If your state’s revenue office determines a business grouping for payroll tax purposes, this can also apply retrospectively. This will result in penalties for non-payment, and a large payable tax debt — with the accumulated years' interest included.
How to prevent payroll tax grouping
While payroll tax grouping itself isn’t necessarily a bad thing, it can come as a shock if this wasn’t something you were aware of. Due to the nature of the grouping provisions and their associated tests, this sometimes can result in unintended payroll tax business groupings.
However, if this does happen to your business, there are ways you can handle this situation.
Applying to be excluded from grouping provisions
If your business operates independently from the other businesses with which you’re grouped, without any connection at all, then there’s been a clear error. You can apply to your relevant state’s Chief Commissioner or Revenue Office to be excluded from their grouping provisions.
You just need to demonstrate your evidence. If you can prove to your state’s Chief Commissioner that your business operates independently of those grouped, then you stand a chance of succeeding.
Once you send your application to the relevant decision-maker, there are a number of factors they’ll take into account when determining your grouping decision:
- Whether the businesses work together or share common premises, resources, or employees
- The nature of each business, and the degree of ownership and control
- Common control or management of the businesses
- Owners of the associated business
- The financial relationships between the businesses, including loans between them
Applying to be excluded from a business grouping assumes that you’re grouped together in the first place. If you proactively apply to be excluded from a business grouping, a thorough review will be undertaken by your Chief Commissioner.

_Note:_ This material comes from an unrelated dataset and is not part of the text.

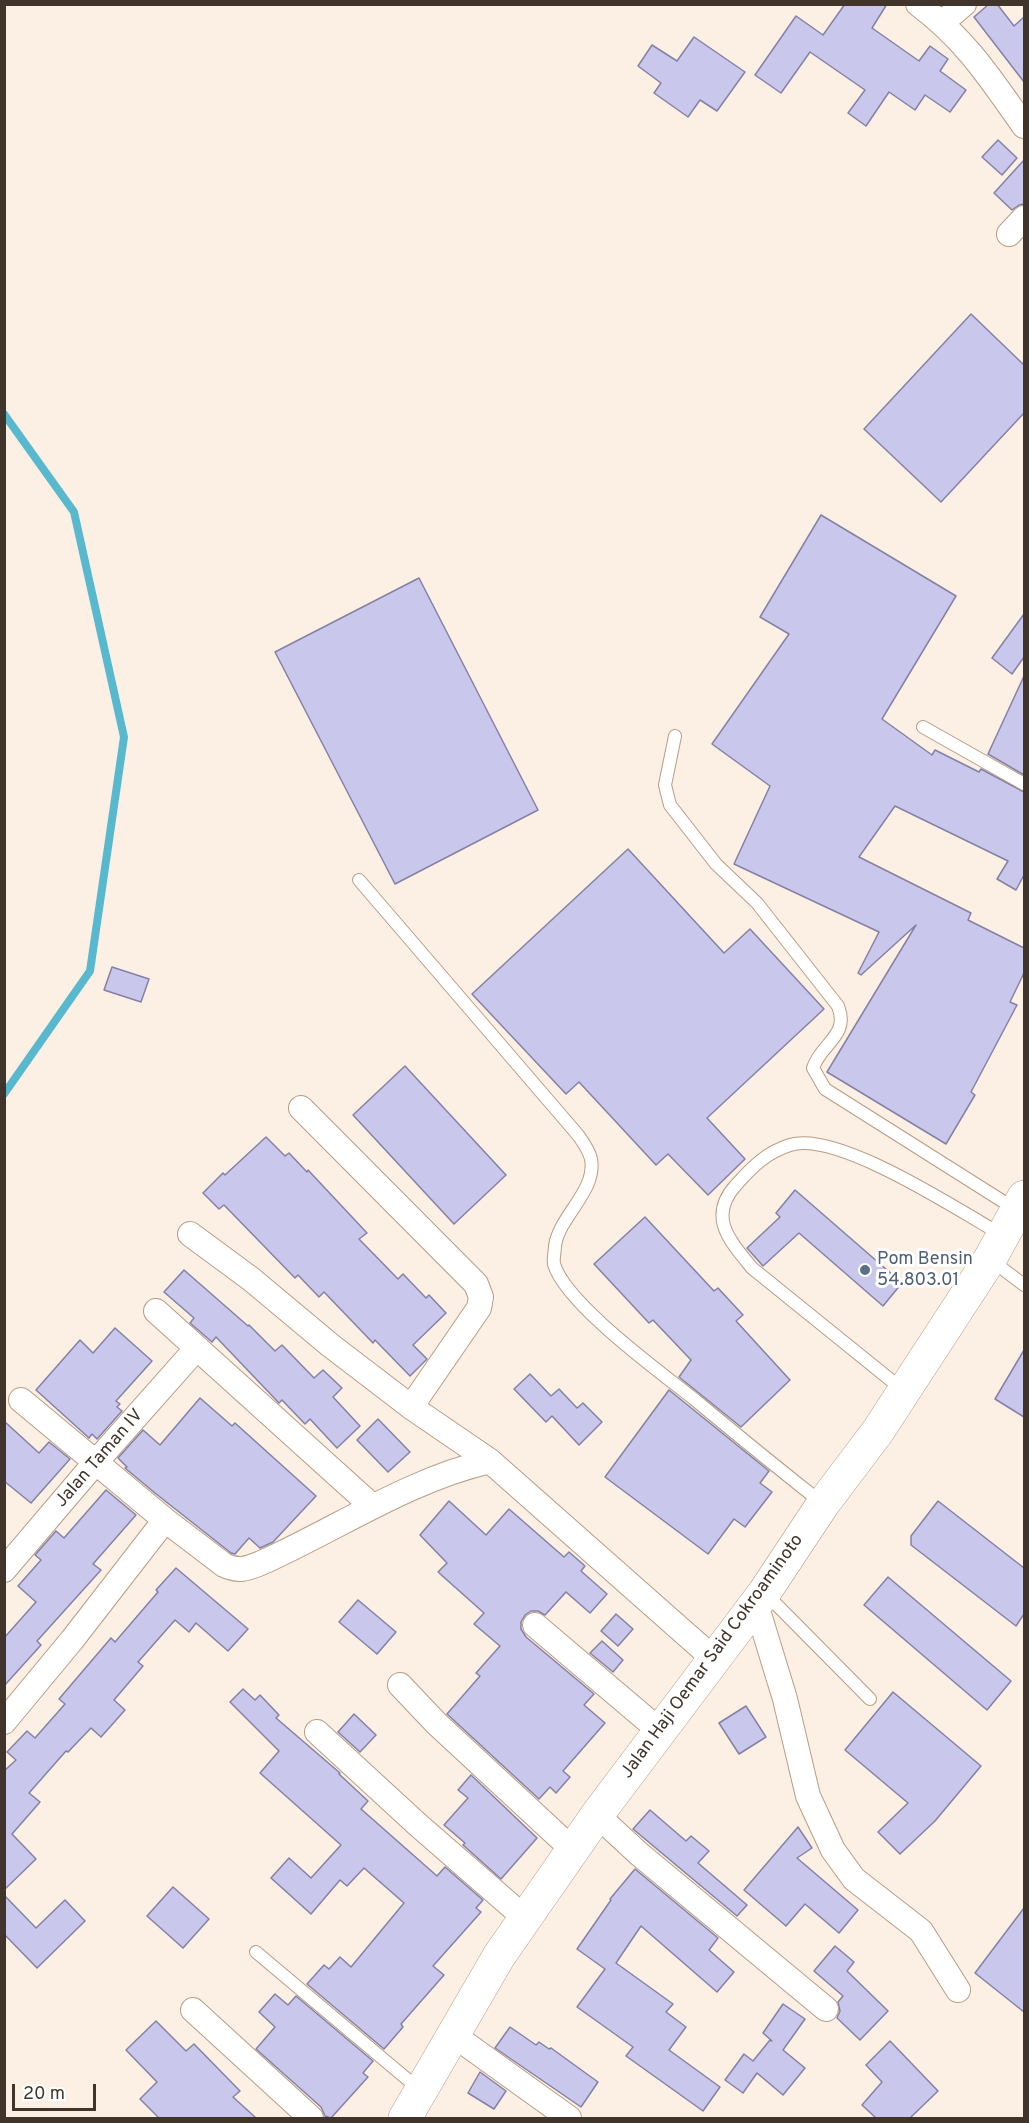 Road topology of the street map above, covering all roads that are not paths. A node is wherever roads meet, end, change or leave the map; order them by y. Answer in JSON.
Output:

If you’re not within a business grouping for payroll tax purposes, but your assessment determines that you are, you'll then be considered part of that group. So it’s crucial to carefully consider the basis for any potential grouping determination, and whether you’re able to challenge it.
If your business is grouped for payroll tax purposes, but you don’t believe this should be the case, we recommend seeking professional legal and accounting advice to discuss your options.
The final word
Payroll tax exists to ensure that businesses are paying the necessary tax on the wages of their employees. So if you operate multiple businesses in multiple states, it’s imperative that you seek professional advice to determine whether or not your business will be grouped for payroll tax purposes.
Your payroll tax obligations will differ depending on which state you’re in, so it’s critical that you assess your necessary state or territory threshold carefully. Getting the right advice ensures that your business stays on the right side of your state’s payroll tax obligations and that you’re actually paying the correct amount.